Gymnasium Basics
Explore the foundation of Reinforcement Learning environments and agent–environment interaction.
What you’ll learn
- The Gymnasium API:
obs, info = env.reset()→obs, reward, terminated, truncated, info = env.step(action) - Handling episode endings:
done = terminated or truncated - Implementing a simple random agent baseline and visualizing episode returns
- A minimal tabular value estimation example to link dynamics with learning
This notebook bridges theory and practice — you’ll interact with environments, collect experience, and prepare for training real RL agents.
Code:
import numpy as np
import matplotlib.pyplot as plt
try:
import gymnasium as gym
except Exception as e:
print("Gymnasium not found. Install with: pip install gymnasium gymnasium[classic-control]")
raise
1. Environment Anatomy
In reinforcement learning, an environment defines the world in which an agent operates. At each time step $ t $, the agent observes a state $ s_t $, takes an action $ a_t $, and receives a reward $ r_t $ while the environment transitions to a new state $ s_{t+1} $:
\[(s_t, a_t, r_t, s_{t+1}) \sim \mathcal{E}\]The standard Gymnasium interface provides two key methods:
env.reset()→ initializes the environment and returns the starting observation.env.step(action)→ applies the chosen action and returns(next_obs, reward, terminated, truncated, info).
An episode ends when terminated (goal reached/failure) or truncated (time limit) is True.

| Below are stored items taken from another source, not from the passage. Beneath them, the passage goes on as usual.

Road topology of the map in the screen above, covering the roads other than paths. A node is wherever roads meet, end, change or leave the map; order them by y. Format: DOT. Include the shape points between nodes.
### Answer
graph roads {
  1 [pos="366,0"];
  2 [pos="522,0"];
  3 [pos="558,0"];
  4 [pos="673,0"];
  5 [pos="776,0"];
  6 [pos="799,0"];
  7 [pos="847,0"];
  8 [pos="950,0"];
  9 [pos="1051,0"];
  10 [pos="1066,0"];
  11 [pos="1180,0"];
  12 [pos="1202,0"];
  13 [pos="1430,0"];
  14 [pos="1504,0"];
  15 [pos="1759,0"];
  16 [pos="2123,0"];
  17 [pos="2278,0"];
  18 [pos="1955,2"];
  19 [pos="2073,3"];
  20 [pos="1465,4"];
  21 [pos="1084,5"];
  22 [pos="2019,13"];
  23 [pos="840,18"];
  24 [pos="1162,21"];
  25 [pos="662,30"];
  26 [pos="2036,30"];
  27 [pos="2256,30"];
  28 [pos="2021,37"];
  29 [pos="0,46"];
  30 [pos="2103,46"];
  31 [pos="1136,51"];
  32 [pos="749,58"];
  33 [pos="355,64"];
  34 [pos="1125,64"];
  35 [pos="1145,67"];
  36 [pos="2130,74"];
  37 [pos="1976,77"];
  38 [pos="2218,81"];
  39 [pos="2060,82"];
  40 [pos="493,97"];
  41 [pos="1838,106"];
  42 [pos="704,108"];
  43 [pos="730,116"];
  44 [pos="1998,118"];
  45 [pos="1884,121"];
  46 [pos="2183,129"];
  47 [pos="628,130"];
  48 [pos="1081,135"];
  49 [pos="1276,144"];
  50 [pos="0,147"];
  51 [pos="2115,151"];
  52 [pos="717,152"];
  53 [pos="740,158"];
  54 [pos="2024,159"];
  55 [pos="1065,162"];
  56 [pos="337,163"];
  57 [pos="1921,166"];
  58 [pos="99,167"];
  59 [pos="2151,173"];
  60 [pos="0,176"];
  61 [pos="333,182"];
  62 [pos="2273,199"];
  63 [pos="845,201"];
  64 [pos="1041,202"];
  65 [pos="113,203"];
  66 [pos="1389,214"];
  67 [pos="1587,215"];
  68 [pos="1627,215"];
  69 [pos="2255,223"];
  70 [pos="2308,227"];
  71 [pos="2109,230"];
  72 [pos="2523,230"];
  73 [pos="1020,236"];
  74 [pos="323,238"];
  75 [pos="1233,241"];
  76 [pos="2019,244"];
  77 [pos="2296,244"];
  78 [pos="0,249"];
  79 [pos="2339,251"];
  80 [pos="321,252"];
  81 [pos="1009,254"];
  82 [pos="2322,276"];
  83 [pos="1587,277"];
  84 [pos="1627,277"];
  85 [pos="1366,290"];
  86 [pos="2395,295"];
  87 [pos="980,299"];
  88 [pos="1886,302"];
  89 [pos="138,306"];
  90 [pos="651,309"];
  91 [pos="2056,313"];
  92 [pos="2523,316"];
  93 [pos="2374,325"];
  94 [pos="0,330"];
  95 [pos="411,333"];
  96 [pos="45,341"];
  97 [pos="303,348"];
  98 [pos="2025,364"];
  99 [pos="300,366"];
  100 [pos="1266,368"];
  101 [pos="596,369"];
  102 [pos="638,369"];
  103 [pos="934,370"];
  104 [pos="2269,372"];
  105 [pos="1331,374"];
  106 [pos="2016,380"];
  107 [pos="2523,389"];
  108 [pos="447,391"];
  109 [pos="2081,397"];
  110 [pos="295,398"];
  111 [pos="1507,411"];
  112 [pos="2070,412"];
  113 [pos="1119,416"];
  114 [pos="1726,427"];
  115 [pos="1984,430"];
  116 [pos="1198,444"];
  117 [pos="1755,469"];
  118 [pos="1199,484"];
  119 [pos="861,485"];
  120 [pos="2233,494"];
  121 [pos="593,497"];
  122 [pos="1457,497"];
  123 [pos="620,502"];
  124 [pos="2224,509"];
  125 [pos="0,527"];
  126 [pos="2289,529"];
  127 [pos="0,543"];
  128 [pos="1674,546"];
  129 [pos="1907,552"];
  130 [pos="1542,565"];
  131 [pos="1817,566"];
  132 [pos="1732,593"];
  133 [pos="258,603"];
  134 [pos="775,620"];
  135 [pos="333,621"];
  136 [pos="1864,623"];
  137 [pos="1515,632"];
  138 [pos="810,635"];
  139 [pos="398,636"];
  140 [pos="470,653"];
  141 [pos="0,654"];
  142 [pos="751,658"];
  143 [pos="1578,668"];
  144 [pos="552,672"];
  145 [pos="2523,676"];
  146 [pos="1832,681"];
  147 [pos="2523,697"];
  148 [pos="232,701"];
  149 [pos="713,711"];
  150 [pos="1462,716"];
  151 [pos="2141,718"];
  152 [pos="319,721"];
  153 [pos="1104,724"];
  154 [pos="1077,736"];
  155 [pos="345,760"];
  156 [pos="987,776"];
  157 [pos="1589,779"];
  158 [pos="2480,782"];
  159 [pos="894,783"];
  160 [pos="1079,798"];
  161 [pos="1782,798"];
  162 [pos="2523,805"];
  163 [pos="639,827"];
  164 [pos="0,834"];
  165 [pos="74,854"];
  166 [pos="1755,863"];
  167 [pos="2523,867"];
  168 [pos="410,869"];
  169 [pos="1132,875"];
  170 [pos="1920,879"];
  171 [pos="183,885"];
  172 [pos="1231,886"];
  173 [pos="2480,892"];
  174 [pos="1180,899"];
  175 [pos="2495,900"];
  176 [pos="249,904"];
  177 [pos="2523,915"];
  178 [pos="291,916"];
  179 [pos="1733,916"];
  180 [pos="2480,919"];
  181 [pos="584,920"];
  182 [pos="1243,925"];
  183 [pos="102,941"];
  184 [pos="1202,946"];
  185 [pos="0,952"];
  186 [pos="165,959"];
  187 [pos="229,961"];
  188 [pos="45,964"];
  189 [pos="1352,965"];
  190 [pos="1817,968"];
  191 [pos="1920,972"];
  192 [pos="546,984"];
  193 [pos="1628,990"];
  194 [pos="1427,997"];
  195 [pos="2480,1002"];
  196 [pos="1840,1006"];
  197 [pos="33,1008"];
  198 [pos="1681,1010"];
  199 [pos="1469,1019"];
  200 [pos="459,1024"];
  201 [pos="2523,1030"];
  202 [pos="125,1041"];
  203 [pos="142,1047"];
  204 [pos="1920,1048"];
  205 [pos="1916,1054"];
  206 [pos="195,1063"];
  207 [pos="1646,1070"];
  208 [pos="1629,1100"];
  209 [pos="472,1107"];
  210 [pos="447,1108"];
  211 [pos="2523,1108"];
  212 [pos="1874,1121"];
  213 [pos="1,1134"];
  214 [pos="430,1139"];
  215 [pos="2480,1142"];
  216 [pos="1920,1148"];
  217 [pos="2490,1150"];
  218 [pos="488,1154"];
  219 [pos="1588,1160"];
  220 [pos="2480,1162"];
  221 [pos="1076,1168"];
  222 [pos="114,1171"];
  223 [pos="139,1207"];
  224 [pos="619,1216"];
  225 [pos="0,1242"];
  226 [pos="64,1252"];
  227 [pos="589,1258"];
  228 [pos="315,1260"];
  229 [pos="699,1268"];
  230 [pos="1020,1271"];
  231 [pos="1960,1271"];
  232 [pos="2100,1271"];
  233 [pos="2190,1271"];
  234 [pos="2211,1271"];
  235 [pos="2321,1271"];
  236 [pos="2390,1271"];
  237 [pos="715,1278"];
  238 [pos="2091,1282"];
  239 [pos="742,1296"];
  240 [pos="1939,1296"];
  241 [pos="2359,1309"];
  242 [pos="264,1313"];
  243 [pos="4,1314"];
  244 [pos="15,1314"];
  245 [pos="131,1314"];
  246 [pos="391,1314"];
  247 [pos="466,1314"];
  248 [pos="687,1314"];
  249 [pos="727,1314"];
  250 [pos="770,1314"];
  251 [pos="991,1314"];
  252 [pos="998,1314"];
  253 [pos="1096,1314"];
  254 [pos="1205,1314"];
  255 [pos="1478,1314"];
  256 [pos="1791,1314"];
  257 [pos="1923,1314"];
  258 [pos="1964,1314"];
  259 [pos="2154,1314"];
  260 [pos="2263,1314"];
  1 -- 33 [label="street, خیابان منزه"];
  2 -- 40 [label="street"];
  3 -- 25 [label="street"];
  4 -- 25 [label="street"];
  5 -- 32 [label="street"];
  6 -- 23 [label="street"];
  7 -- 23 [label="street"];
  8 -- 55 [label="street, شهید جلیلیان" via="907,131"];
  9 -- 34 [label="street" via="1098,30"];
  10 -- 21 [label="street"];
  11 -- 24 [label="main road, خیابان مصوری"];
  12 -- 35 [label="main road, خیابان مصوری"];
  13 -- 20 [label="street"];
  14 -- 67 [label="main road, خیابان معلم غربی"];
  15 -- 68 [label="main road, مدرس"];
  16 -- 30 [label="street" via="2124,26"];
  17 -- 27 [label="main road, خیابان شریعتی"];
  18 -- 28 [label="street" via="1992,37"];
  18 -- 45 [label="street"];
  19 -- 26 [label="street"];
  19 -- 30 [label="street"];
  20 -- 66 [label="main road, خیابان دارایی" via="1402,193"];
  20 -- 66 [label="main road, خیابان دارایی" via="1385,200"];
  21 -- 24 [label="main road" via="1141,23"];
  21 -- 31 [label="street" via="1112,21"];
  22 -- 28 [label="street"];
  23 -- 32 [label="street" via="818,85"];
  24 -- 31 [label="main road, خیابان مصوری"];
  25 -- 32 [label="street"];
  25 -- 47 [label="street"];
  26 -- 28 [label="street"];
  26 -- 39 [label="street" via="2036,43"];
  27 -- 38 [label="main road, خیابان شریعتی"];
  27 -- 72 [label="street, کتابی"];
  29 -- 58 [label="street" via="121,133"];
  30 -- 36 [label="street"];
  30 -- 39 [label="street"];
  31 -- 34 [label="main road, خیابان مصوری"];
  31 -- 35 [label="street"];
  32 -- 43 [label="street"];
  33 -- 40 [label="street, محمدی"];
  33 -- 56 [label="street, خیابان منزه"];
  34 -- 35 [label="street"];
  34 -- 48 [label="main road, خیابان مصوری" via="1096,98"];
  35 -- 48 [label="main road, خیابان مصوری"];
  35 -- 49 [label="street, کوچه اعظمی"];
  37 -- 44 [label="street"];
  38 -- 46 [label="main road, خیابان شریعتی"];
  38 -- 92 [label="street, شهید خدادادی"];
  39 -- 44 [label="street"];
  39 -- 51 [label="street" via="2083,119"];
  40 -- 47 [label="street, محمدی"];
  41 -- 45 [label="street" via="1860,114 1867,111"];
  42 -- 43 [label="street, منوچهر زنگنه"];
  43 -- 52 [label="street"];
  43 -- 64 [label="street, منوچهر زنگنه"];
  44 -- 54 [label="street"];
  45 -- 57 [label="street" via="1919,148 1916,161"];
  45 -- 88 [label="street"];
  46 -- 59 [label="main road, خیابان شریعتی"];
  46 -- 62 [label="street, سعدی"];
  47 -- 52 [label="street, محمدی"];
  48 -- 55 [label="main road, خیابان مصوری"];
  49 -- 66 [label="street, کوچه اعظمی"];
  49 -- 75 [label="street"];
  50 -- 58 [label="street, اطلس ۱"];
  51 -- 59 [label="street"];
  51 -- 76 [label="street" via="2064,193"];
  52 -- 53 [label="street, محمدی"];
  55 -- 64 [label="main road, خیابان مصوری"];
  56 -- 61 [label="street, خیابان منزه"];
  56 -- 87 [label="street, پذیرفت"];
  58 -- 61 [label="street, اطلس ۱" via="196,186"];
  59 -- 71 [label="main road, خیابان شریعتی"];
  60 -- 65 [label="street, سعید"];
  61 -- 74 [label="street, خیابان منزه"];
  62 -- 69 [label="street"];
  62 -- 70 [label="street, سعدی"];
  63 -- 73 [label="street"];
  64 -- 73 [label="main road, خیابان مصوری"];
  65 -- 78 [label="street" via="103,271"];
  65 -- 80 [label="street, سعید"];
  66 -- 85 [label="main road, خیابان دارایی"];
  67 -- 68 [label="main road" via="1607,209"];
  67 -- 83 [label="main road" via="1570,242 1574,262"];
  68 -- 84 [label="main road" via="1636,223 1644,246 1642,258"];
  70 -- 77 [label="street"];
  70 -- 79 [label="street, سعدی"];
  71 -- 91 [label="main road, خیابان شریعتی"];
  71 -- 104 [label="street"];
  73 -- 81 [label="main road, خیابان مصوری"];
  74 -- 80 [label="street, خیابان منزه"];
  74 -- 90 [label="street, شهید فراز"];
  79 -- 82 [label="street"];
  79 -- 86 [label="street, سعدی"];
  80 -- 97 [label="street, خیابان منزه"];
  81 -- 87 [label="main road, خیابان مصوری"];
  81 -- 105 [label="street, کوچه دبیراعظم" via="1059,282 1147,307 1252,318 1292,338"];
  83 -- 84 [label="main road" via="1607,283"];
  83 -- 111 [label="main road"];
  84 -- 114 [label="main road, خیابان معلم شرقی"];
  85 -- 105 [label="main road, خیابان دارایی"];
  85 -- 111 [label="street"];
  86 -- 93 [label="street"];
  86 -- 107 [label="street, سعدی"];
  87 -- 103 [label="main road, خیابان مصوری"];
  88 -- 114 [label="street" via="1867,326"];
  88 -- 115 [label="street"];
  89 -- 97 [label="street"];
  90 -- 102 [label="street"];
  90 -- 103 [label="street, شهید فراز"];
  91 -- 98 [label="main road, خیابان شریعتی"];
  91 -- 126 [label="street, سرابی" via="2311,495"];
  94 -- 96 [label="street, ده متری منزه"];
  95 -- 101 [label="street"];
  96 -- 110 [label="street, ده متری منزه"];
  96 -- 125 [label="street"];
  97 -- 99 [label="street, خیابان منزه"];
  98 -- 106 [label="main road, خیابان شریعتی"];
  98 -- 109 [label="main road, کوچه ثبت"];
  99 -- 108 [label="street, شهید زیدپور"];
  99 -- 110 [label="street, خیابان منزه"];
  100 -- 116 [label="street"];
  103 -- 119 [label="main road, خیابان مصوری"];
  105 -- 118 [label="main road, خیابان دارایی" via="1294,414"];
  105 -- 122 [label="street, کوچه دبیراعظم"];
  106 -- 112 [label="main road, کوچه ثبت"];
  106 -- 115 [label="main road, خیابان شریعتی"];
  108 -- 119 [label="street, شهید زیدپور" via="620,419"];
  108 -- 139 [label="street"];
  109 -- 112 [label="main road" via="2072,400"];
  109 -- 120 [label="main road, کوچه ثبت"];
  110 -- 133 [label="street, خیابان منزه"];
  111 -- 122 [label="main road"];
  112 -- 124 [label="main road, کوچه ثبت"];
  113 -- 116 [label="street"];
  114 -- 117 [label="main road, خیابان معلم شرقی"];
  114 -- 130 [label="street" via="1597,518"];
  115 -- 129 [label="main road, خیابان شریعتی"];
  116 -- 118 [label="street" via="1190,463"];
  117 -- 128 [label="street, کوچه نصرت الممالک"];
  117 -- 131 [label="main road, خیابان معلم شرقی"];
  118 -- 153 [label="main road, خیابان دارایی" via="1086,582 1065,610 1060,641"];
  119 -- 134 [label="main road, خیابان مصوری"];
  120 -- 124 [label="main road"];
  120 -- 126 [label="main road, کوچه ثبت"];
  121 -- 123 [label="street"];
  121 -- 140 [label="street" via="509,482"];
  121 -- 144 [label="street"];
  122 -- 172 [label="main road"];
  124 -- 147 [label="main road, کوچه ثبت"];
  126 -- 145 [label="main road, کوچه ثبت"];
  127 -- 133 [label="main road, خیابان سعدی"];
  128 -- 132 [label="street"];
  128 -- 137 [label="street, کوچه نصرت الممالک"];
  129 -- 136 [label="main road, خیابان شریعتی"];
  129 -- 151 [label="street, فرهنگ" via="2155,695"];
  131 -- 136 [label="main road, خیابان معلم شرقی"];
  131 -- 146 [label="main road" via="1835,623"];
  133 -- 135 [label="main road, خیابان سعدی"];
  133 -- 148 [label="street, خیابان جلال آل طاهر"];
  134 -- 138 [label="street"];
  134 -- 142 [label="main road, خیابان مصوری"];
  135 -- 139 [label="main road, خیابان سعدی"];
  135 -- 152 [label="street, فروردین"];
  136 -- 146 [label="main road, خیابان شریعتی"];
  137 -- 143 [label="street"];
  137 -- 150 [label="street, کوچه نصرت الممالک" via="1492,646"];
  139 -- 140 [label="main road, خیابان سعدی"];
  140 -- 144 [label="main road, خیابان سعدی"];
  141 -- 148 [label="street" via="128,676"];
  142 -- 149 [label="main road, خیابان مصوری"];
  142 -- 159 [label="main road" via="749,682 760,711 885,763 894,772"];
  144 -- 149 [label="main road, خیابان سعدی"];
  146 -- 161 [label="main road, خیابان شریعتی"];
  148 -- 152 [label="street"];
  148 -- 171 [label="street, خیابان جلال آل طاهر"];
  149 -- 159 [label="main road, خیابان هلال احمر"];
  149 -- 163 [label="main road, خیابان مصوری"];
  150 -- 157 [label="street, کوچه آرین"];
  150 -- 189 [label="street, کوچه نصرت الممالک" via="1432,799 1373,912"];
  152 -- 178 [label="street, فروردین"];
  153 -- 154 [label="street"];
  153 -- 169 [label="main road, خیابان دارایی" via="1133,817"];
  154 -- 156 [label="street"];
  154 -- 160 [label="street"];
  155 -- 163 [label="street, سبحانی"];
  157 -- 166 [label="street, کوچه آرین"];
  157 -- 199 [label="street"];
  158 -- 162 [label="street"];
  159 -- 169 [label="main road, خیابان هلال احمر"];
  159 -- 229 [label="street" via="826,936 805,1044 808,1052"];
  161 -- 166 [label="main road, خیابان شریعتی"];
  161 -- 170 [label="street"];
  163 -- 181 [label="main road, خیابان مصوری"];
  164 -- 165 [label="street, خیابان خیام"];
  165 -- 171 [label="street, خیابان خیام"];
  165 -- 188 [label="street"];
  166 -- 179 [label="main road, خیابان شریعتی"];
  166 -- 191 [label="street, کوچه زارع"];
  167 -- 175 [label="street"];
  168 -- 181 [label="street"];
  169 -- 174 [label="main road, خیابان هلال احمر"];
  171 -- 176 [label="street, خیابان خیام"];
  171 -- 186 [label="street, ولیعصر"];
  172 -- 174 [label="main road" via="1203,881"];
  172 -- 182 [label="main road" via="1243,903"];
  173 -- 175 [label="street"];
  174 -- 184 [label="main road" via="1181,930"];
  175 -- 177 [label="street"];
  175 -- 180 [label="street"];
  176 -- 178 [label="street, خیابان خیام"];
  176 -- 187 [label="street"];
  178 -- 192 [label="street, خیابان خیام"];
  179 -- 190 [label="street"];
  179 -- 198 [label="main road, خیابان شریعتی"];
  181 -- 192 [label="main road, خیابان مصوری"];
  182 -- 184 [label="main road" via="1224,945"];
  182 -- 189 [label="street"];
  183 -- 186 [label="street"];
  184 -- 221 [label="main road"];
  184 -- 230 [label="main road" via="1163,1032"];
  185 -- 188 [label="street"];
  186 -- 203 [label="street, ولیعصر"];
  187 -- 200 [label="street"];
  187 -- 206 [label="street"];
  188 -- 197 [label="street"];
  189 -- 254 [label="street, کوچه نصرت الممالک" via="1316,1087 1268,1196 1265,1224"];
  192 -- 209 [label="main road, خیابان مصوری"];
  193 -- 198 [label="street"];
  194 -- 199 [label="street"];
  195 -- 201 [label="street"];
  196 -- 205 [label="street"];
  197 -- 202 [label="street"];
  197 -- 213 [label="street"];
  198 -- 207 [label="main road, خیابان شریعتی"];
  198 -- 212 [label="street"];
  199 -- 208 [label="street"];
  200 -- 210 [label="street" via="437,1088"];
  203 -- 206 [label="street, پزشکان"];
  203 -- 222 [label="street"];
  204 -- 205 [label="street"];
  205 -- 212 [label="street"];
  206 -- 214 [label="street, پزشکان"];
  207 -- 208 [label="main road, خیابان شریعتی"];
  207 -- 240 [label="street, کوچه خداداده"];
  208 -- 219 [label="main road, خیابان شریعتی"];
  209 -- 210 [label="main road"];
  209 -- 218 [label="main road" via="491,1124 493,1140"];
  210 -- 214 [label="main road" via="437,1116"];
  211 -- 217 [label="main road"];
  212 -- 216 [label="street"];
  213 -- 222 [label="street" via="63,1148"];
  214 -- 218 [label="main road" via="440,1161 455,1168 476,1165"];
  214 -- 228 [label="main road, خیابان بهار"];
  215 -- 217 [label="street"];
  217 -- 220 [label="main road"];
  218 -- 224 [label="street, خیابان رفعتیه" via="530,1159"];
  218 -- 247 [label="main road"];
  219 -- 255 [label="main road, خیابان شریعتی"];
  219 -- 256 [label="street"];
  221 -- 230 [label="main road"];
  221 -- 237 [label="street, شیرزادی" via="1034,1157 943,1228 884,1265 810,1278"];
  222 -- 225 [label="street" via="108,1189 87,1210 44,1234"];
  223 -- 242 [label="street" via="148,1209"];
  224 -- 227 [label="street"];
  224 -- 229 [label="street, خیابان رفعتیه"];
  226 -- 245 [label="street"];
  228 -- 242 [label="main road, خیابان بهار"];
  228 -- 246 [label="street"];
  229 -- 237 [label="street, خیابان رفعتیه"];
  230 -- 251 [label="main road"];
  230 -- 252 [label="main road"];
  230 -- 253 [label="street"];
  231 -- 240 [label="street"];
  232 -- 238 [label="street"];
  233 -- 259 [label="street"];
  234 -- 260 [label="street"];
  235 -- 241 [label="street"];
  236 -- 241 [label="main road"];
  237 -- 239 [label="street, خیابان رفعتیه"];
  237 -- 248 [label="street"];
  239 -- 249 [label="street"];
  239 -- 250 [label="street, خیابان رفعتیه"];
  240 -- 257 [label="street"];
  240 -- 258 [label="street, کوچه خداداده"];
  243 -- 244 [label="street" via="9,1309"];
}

The agent’s goal is to maximize the expected return:
In RL practice:
- The environment models the dynamics $ P(s_{t+1} \mid s_t, a_t) $.
- The agent learns a policy $ \pi(a_t \mid s_t) $ that maps observations to actions.
- Tools like Gymnasium provide standard benchmarks (CartPole, MountainCar, etc.) to evaluate and visualize how well the agent learns to act through interaction.
Code:
import gymnasium as gym
import numpy as np
# Create the environment and reset it
env = gym.make("CartPole-v1")
obs, info = env.reset(seed=0)
# Show basic environment details
print("Environment details:")
print(f"Action space: {env.action_space}")
print(f"Observation space: {env.observation_space}")
print(f"Max episode steps: {env.spec.max_episode_steps}")
print(f"\nInitial observation shape: {np.array(obs).shape}")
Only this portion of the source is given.